There’s good stuff in there, most of it still relevant today.

Comments (5)

  • You wrote “One complaint is that facebook was motivated by a desire to maximize profits using all legal means at its disposal.
    ….
    Oh, wait. That’s what every corporation is supposed to do.”

    True, only insofar as the dominant theory of corporate behavior holds – that the sole obligation of a corporation is to enhance its value to stockholders. There are plenty of people, of course, who agree with this.

    But there are competing schools of thought: that corporations, as creations of society that are granted special privileges (limiting liability of their owners, principally) owe something back to society. That point is driven home even more clearly when we look at the enormous breaks given to corporations vis a vis taxation.

    Granted, how to implement this as a policy is a problem that will be difficult to solve: how much do corporations owe, to whom, and in what form? But it’s worth noting that there are other approaches than “corporations should maximize profit in any legal way possible”.

    • Yes, there are competing theories as to how things ought to be. In the meantime, companies attempt to “maximize shareholder value,” with profitability playing a starring role.

      And, I’d say, we’d be better off if profitability ranked as a higher priority than shareholder value. But that’s a different rant for a different week.
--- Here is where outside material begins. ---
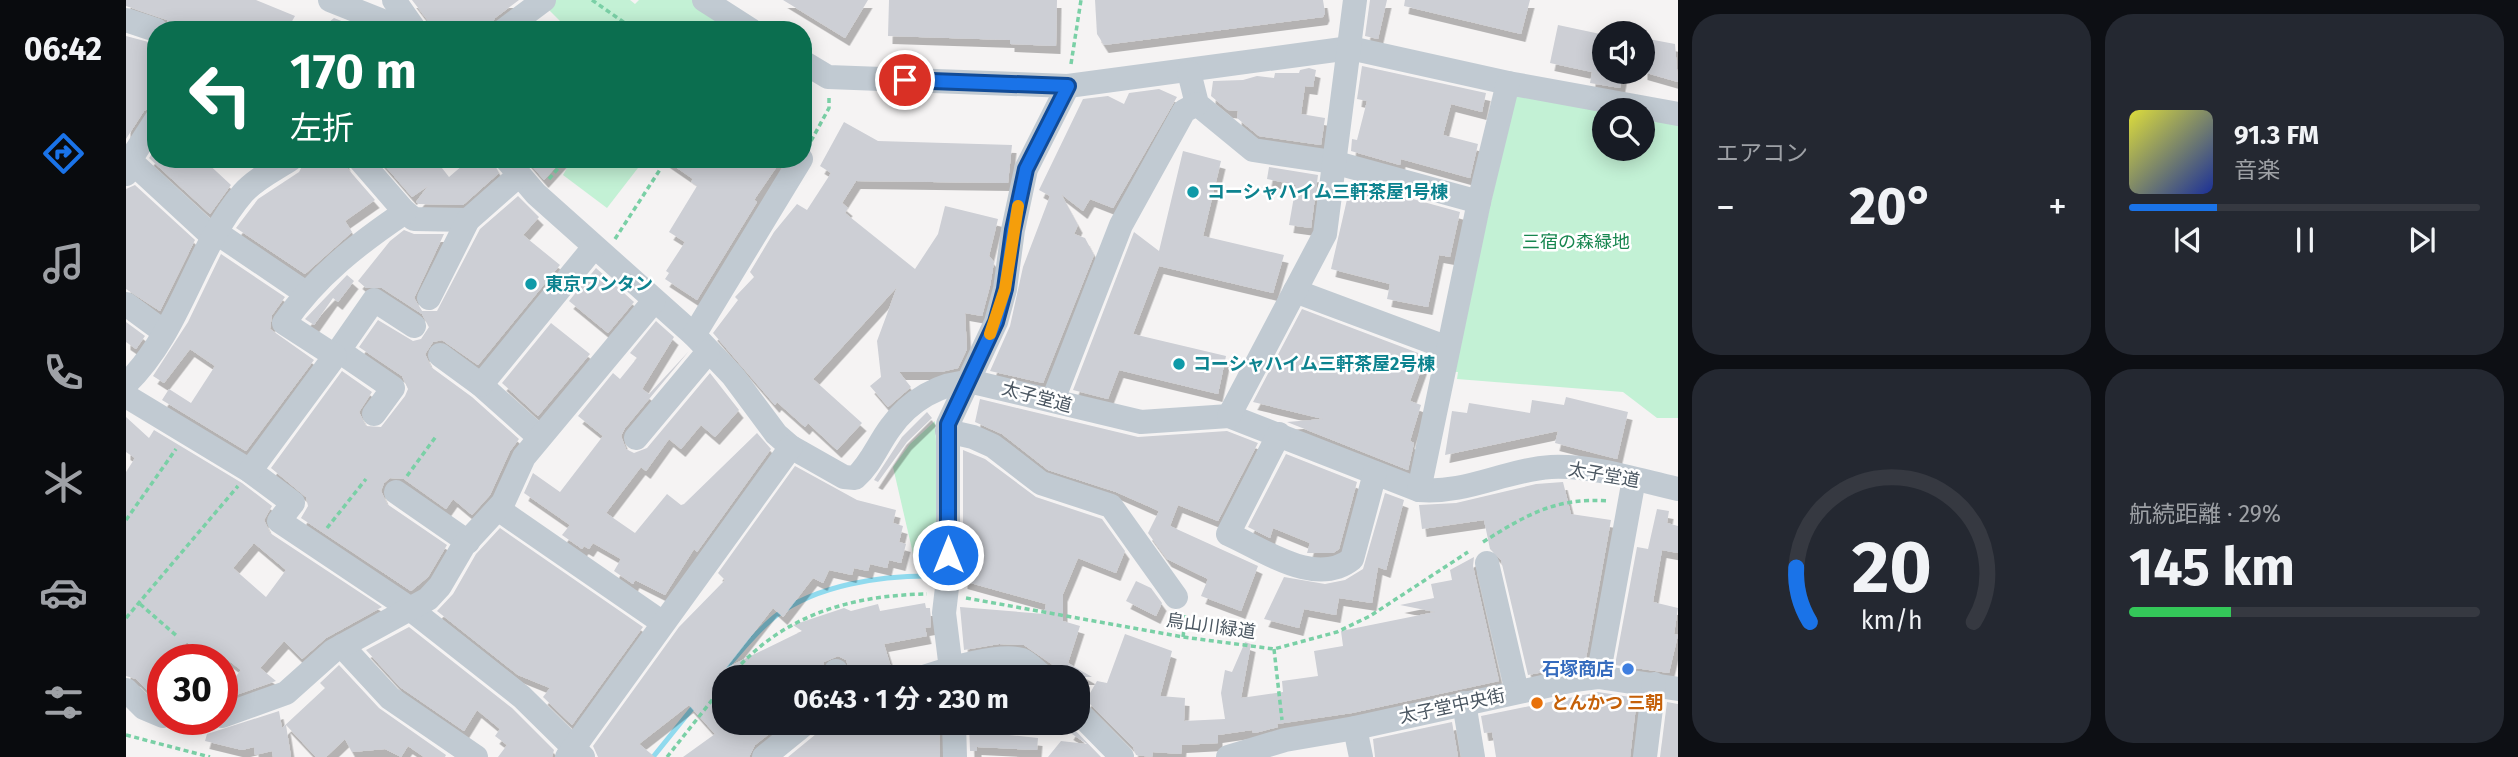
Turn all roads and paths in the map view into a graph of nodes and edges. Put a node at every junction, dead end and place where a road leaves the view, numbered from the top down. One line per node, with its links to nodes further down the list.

  • Your ManagementSpeak at the beginning of this one really resonated with me — it reminded me of events at a company that I used to work at in the late 1990s. The company (among other things) provided contractual programming services to other companies. I joined the company in another capacity entirely. A woman who had worked for years for our company providing the contractual programming services shared office space with me. She complained vociferously about how awful it was to deal with a particular company that she was required to deal with due to the contractual relationship. Since I was new and not involved in that area, I tried not to get involved — however, it deeply impressed me at the time that she had been there for years and complained like crazy about this company, but yet the company’s president would not deal with it or even sound sympathetic. Well, she retired or quit (I no longer remember which) and there was no one else to handle the particular customer except the company’s president. I still vividly remember that he sat at her (former) desk, took a call from the contracting company, got very frustrated, and (I think) hung up on them… and that was an end to the contract. Nothing happened to that end of the business from then on. She was never replaced. She had been right and he could not admit it. Deeply impressed me. No surprise, but I gradually learned that the company was AWFUL with customer support (which I had been hired to do on a product unrelated to the contractual programming business) and I left after only a year. (Surprise.)

  • An interesting idea, BUT… How would one enumerate said memes? It seems to me you have multiple metrics that would/should be balanced: Number of posts; Number of subjects posted about; Word count; ‘Toxicity’ (how would we define that?!) & etc…

    The “cap and trade” analogy is food for thought but absolutely fails without well defined accounting. And, as we (society) can’t seem to agree on ANYTHING right now, I don’t see anyone agreeing on the medium of trade. NO TRADE = NO CAP

    • I trust you realized my proposal was satirical – just establishing criteria for what constitutes a toxic post is probably insurmountable.